• Dataset content:
************

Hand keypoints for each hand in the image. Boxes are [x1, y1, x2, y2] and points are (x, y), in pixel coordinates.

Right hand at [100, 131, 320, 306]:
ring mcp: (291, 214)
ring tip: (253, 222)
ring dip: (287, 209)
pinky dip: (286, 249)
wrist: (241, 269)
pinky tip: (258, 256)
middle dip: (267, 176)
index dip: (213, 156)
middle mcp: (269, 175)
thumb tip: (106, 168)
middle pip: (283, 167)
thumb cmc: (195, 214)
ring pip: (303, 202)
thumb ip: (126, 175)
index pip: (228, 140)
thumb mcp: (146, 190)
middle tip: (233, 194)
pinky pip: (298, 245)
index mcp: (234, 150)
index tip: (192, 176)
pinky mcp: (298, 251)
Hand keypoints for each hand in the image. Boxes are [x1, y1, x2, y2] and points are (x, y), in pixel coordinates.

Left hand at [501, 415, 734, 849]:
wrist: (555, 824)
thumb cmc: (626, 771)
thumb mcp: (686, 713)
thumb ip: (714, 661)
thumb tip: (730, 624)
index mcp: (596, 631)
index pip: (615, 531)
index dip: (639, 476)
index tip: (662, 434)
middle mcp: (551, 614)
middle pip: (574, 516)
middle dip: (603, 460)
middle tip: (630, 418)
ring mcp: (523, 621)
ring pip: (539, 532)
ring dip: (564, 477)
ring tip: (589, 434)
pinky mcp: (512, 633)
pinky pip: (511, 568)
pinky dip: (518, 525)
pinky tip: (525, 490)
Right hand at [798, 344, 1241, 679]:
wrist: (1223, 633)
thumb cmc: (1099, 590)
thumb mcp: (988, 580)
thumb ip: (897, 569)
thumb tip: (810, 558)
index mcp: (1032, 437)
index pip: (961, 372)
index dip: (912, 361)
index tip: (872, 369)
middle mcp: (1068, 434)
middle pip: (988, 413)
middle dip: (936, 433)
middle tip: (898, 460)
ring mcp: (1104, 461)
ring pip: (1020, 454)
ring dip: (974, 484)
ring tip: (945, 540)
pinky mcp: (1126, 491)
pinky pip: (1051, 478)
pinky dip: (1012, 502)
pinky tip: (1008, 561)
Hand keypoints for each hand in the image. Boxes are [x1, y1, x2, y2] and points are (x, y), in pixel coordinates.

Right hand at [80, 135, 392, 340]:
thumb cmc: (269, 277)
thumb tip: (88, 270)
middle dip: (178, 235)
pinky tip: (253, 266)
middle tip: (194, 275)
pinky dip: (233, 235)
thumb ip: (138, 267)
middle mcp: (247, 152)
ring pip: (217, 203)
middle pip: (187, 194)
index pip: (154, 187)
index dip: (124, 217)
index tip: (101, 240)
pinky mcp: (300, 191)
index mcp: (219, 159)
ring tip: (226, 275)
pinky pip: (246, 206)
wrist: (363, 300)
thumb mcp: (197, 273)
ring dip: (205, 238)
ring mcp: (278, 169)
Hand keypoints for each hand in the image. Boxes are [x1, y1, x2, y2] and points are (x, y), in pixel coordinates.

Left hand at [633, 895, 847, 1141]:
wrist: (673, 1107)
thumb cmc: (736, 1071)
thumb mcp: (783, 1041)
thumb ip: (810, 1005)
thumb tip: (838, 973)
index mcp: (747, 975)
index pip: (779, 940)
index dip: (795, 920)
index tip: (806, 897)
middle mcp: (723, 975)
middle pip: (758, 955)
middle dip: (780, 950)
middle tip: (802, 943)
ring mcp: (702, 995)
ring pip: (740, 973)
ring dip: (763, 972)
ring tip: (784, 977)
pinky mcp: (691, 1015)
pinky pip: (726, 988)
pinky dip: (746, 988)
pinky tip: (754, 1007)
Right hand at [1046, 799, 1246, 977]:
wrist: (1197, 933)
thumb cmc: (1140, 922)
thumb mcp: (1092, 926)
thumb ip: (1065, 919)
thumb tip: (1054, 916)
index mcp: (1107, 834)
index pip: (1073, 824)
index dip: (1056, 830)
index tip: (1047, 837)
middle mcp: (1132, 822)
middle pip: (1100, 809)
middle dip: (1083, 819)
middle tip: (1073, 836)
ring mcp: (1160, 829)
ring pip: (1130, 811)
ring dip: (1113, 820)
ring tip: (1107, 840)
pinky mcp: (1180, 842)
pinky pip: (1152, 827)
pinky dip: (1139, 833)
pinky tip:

************

• What is required:
From the first line of the material above down to the line with "middle dip: (267, 176)", output each line exactly; include both of those lines and add no others.

• Written solution:
Hand keypoints for each hand in the image. Boxes are [x1, y1, x2, y2] and points are (x, y), in pixel coordinates.

Right hand at [100, 131, 320, 306]:
ring mcp: (291, 214)
ring tip: (253, 222)
ring dip: (287, 209)
pinky dip: (286, 249)
wrist: (241, 269)
pinky tip: (258, 256)
middle dip: (267, 176)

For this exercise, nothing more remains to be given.